** Input records follows **

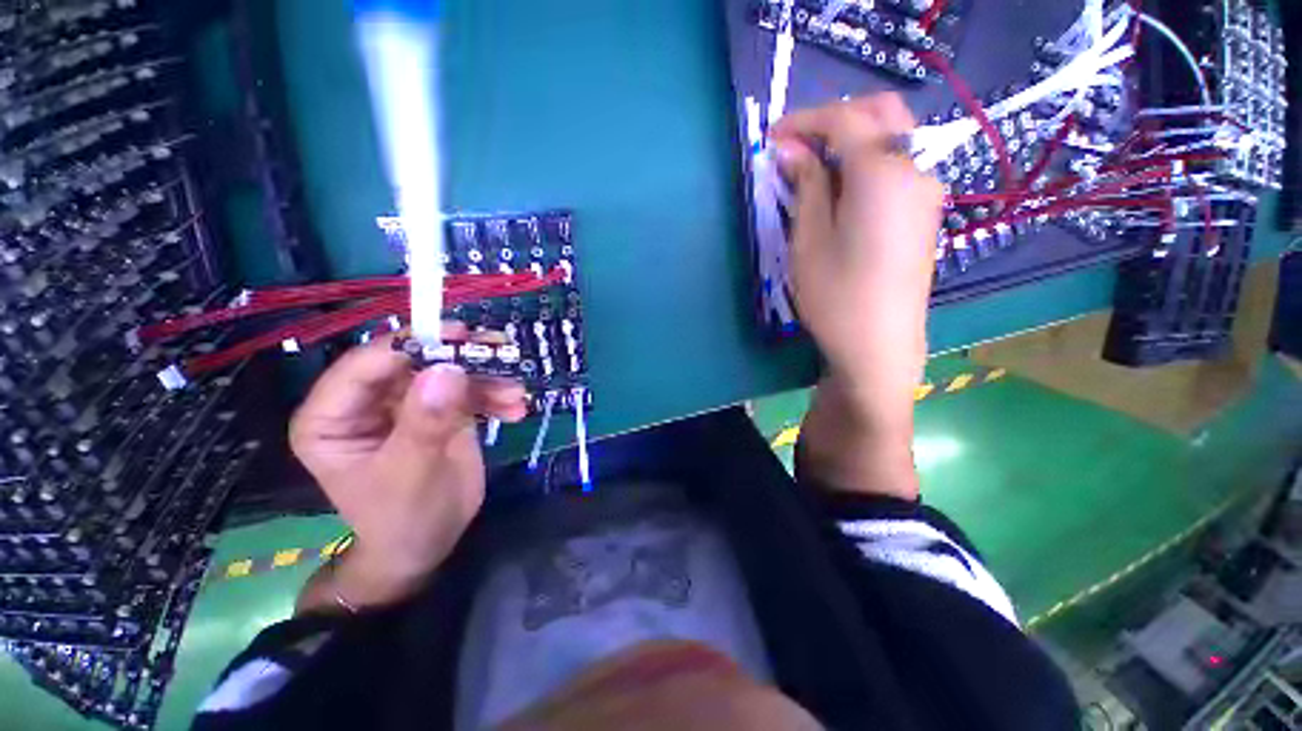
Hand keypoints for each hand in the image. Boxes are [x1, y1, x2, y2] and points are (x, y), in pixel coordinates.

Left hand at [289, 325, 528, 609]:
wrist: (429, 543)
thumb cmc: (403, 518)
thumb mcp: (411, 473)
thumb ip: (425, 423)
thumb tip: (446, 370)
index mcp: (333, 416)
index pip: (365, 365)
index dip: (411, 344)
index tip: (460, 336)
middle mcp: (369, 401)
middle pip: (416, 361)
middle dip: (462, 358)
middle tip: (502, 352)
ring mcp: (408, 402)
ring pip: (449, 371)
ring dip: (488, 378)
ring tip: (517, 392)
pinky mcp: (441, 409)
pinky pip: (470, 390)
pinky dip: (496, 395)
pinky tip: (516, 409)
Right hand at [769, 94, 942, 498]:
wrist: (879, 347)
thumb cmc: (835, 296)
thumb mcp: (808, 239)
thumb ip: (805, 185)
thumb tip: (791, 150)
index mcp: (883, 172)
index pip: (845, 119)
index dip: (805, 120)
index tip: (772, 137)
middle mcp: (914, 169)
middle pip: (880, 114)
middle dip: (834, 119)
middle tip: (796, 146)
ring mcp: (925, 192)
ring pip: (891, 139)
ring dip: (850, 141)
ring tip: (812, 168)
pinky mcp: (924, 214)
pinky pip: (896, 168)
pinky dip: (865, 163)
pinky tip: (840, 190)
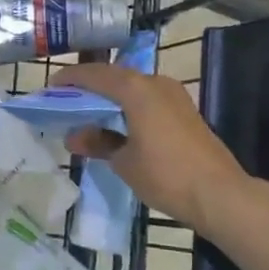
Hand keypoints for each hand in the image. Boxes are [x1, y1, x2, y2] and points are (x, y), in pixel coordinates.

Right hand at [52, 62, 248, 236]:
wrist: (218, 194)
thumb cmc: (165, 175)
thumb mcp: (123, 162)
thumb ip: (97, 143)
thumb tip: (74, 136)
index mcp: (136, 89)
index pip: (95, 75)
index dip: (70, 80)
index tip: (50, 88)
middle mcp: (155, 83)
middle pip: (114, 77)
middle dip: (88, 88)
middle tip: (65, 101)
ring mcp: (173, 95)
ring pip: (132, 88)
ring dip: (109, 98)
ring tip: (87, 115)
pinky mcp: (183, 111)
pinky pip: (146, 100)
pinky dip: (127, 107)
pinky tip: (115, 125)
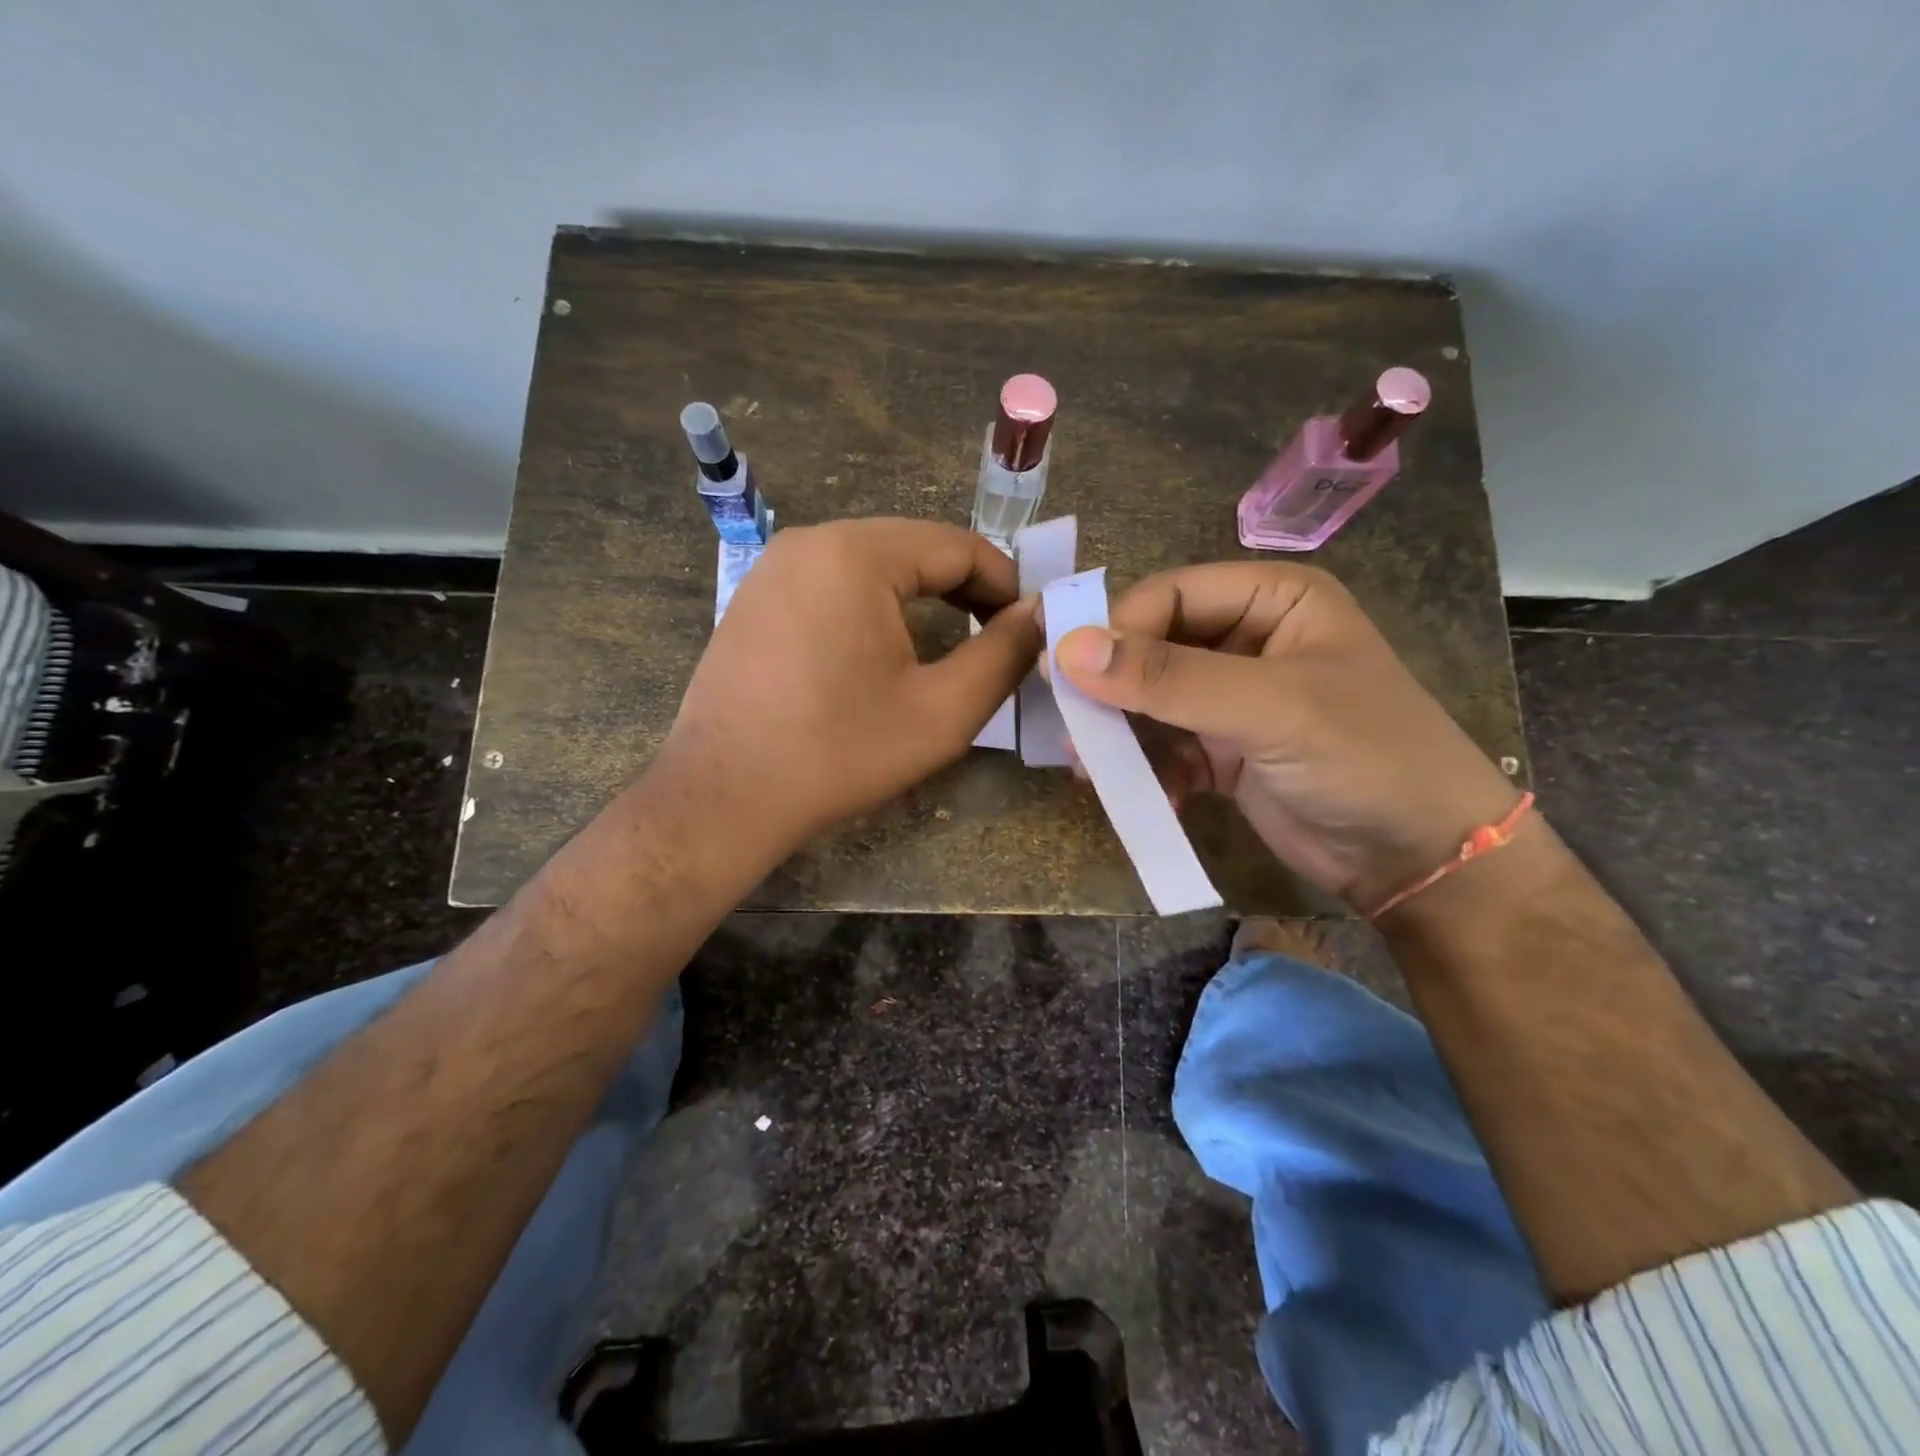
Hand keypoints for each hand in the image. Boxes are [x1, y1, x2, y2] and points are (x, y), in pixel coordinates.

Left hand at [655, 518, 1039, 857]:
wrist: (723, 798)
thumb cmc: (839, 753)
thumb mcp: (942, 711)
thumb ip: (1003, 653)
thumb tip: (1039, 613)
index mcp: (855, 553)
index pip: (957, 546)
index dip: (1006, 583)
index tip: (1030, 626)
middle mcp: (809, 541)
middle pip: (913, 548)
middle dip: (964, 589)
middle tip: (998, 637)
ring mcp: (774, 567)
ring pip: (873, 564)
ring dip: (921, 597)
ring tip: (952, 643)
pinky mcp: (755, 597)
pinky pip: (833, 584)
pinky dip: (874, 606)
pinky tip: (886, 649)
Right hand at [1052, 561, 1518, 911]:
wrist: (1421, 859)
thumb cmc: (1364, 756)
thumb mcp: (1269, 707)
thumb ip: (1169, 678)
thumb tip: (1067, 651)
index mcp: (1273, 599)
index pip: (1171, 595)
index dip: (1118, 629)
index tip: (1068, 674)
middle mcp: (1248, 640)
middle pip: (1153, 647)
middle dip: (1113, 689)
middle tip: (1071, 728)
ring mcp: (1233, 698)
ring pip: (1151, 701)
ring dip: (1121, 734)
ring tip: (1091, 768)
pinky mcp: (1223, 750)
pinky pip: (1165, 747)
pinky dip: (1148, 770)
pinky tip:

** End of Input records **

Goal of the exercise :: Could the data above be copied out exactly, with no pictures kept?

Problem solution ::
Hand keypoints for each hand in the image. Boxes are [x1, y1, x2, y2] and points are (x, y), in pixel coordinates.

Left hand at [289, 325, 528, 609]:
wrist: (429, 543)
thumb cmc: (403, 518)
thumb mcp: (411, 473)
thumb ip: (425, 423)
thumb tip: (446, 370)
index mcp: (333, 416)
index pip: (365, 365)
index dip: (411, 344)
index tip: (460, 336)
middle mcp: (369, 401)
middle pip: (416, 361)
middle dip: (462, 358)
middle tip: (502, 352)
ring mcp: (408, 402)
ring pip: (449, 371)
ring dip: (488, 378)
ring tip: (517, 392)
pinky mcp: (441, 409)
pinky pip: (470, 390)
pinky dip: (496, 395)
pinky tip: (516, 409)
Right hand at [769, 94, 942, 498]:
wrist: (879, 347)
thumb cmc: (835, 296)
thumb mcp: (808, 239)
thumb ip: (805, 185)
thumb tip: (791, 150)
index mcp: (883, 172)
index pip: (845, 119)
index dip: (805, 120)
index tip: (772, 137)
middle mcp: (914, 169)
middle pip: (880, 114)
middle dip: (834, 119)
middle tip: (796, 146)
ring mcp: (925, 192)
ring pip: (891, 139)
ring dip: (850, 141)
ring tip: (812, 168)
pinky mcp: (924, 214)
pinky pip: (896, 168)
pinky dip: (865, 163)
pinky tip: (840, 190)
Hand keypoints for each hand in the image. Boxes are [x1, y1, x2, y2] and points are (x, y), in pixel coordinates.

Right hand at [52, 62, 248, 236]:
wrist: (218, 194)
thumb cmc: (165, 175)
thumb mcp: (123, 162)
thumb ip: (97, 143)
thumb tip: (74, 136)
index mcp: (136, 89)
index pip: (95, 75)
index dip: (70, 80)
index tip: (50, 88)
middle mcp: (155, 83)
middle pip: (114, 77)
middle dip: (88, 88)
middle tip: (65, 101)
ring mcp: (173, 95)
ring pip: (132, 88)
ring dip: (109, 98)
ring tip: (87, 115)
pinky mcp: (183, 111)
pinky pip: (146, 100)
pinky dip: (127, 107)
pinky tip: (115, 125)
Hand keypoints for each hand in the image. Boxes are [x1, y1, x2, y2] and points are (x, y), in pixel coordinates.

Left hand at [655, 518, 1039, 857]:
wrist: (723, 798)
thumb cmc: (839, 753)
thumb mcp: (942, 711)
thumb ip: (1003, 653)
thumb tip: (1039, 613)
index mcp: (855, 553)
index pip: (957, 546)
index dip: (1006, 583)
index tip: (1030, 626)
middle mcp: (809, 541)
middle pip: (913, 548)
middle dip: (964, 589)
middle tip: (998, 637)
ring mcp: (774, 567)
ring pip: (873, 564)
ring dip: (921, 597)
ring tip: (952, 643)
pinky mcp: (755, 597)
pinky pip: (833, 584)
pinky dip: (874, 606)
pinky tip: (886, 649)
Right hand at [1052, 561, 1518, 911]:
wrist: (1421, 859)
thumb cmc: (1364, 756)
thumb mcp: (1269, 707)
thumb ip: (1169, 678)
thumb tip: (1067, 651)
index mcp: (1273, 599)
index pip: (1171, 595)
index dip: (1118, 629)
index tip: (1068, 674)
middle mcp: (1248, 640)
middle pip: (1153, 647)
middle dip: (1113, 689)
middle tip: (1071, 728)
ring mcp: (1233, 698)
ring pip: (1151, 701)
ring dip: (1121, 734)
ring tip: (1091, 768)
pinky mcp: (1223, 750)
pinky pip: (1165, 747)
pinky dip: (1148, 770)
pinky tip:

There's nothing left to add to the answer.